++++ Dataset excerpts ++++

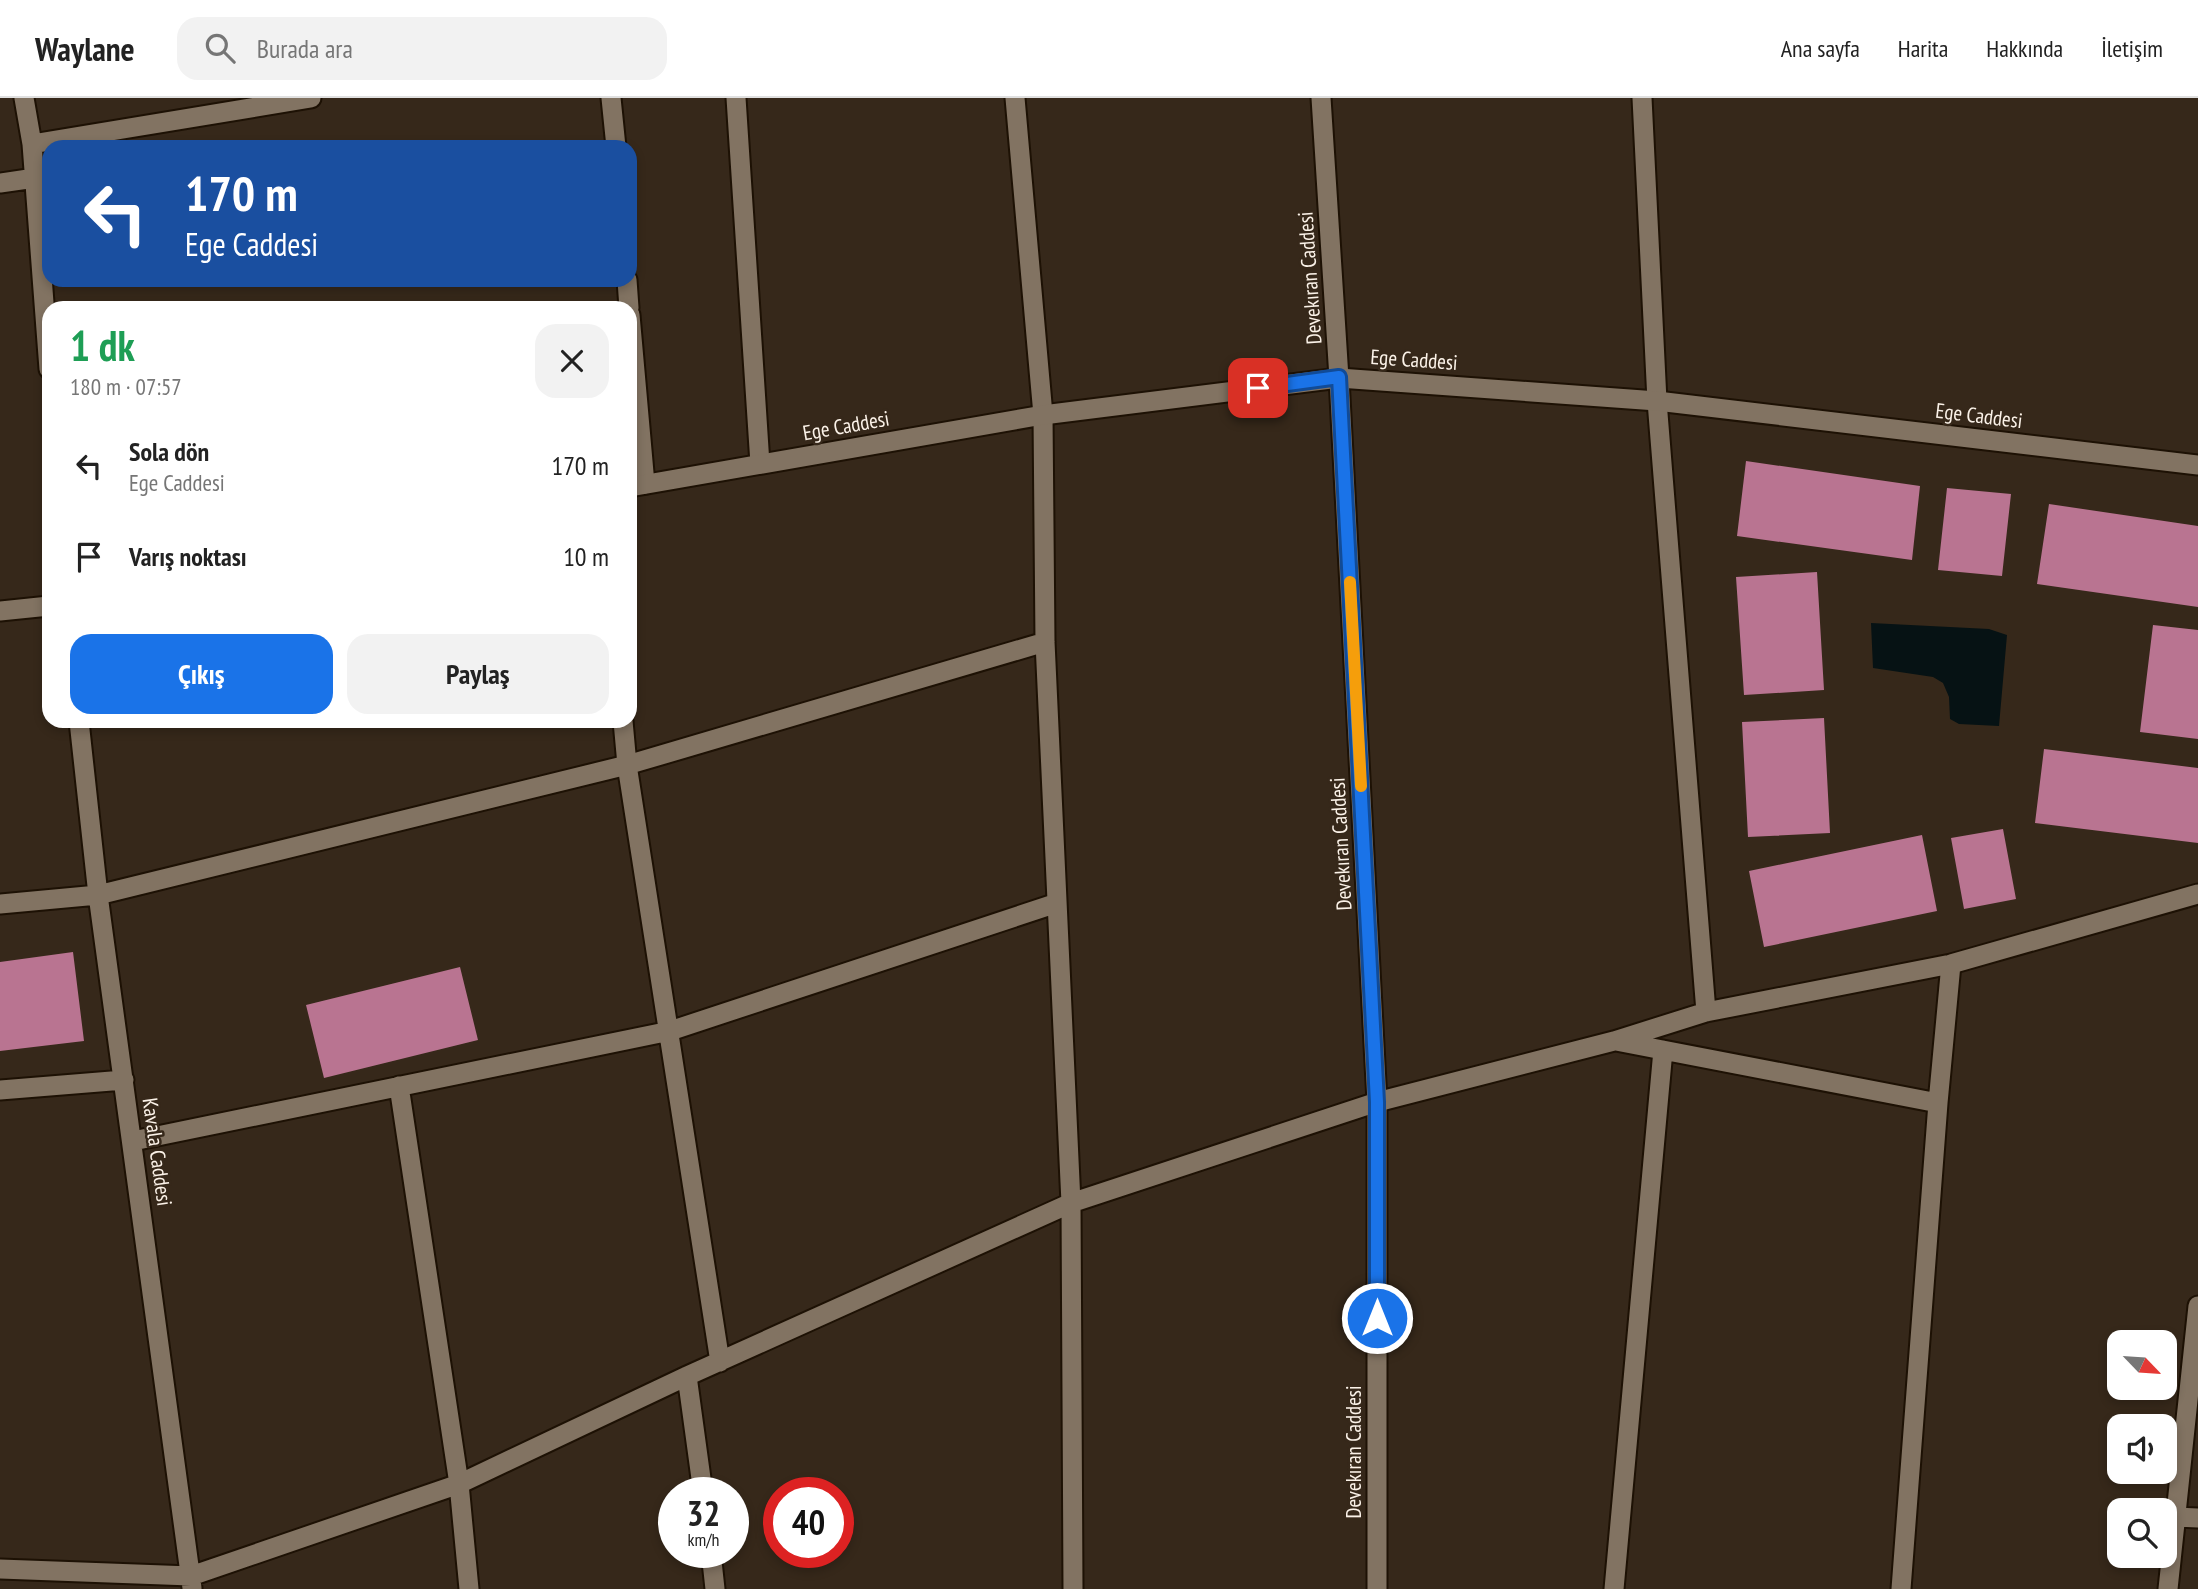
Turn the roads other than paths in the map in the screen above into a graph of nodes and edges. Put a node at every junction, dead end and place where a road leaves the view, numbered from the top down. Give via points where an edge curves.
1 (24, 98) edge
2 (311, 98) edge
3 (611, 98) edge
4 (736, 98) edge
5 (1015, 98) edge
6 (1321, 98) edge
7 (1642, 98) edge
8 (56, 140) edge
9 (615, 140) edge
10 (42, 142) edge
11 (32, 144) junction
12 (35, 178) junction
13 (0, 183) edge
14 (42, 274) edge
15 (1339, 377) junction
16 (1657, 401) junction
17 (1043, 415) junction
18 (760, 464) junction
19 (2198, 466) edge
20 (637, 486) edge
21 (42, 607) edge
22 (0, 611) edge
23 (1045, 642) junction
24 (80, 728) edge
25 (623, 728) edge
26 (626, 765) junction
27 (2198, 894) edge
28 (98, 895) junction
29 (1058, 903) junction
30 (0, 904) edge
31 (1951, 964) junction
32 (1706, 1012) junction
33 (670, 1031) junction
34 (1614, 1041) junction
35 (1662, 1050) junction
36 (124, 1080) junction
37 (399, 1086) junction
38 (0, 1090) edge
39 (1377, 1102) junction
40 (1938, 1102) junction
41 (133, 1141) junction
42 (1071, 1203) junction
43 (2198, 1307) edge
44 (720, 1363) junction
45 (687, 1376) junction
46 (701, 1477) edge
47 (458, 1484) junction
48 (2177, 1507) edge
49 (2177, 1517) edge
50 (2198, 1518) edge
51 (713, 1568) edge
52 (2170, 1568) edge
53 (0, 1569) edge
54 (192, 1582) edge
55 (469, 1589) edge
56 (716, 1589) edge
57 (1073, 1589) edge
58 (1377, 1589) edge
59 (1614, 1589) edge
60 (1901, 1589) edge
61 (2168, 1589) edge

1 - 11 street
2 - 8 street
3 - 9 street
4 - 18 street
5 - 17 street
6 - 15 street, Devekıran Caddesi
7 - 16 street
10 - 11 street
11 - 12 street
12 - 13 street
12 - 14 street
15 - 16 street, Ege Caddesi
15 - 17 street, Ege Caddesi
15 - 39 street, Devekıran Caddesi
16 - 19 street, Ege Caddesi
16 - 32 street
17 - 18 street, Ege Caddesi
17 - 23 street
18 - 20 street, Ege Caddesi
21 - 22 street
23 - 26 street
23 - 29 street
24 - 28 street, Kavala Caddesi
25 - 26 street
26 - 28 street
26 - 33 street
27 - 31 street
28 - 30 street
28 - 36 street, Kavala Caddesi
29 - 33 street
29 - 42 street
31 - 32 street
31 - 40 street
32 - 34 street
33 - 37 street
33 - 44 street
34 - 35 street
34 - 39 street
35 - 40 street
35 - 59 street
36 - 38 street
36 - 41 street, Kavala Caddesi
37 - 41 street
37 - 47 street
39 - 42 street
39 - 58 street, Devekıran Caddesi
40 - 60 street
41 - 54 street, Kavala Caddesi
42 - 44 street
42 - 57 street
43 - 48 street
44 - 45 street
45 - 46 street
45 - 47 street
47 - 54 street
47 - 55 street
49 - 50 street
51 - 56 street
52 - 61 street
53 - 54 street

++++

▸ Exercise instructions: In the entries above, find each line with "Caddesi" and copy it.

▸ Reply to the exercise:
6 - 15 street, Devekıran Caddesi
15 - 16 street, Ege Caddesi
15 - 17 street, Ege Caddesi
15 - 39 street, Devekıran Caddesi
16 - 19 street, Ege Caddesi
17 - 18 street, Ege Caddesi
18 - 20 street, Ege Caddesi
24 - 28 street, Kavala Caddesi
28 - 36 street, Kavala Caddesi
36 - 41 street, Kavala Caddesi
39 - 58 street, Devekıran Caddesi
41 - 54 street, Kavala Caddesi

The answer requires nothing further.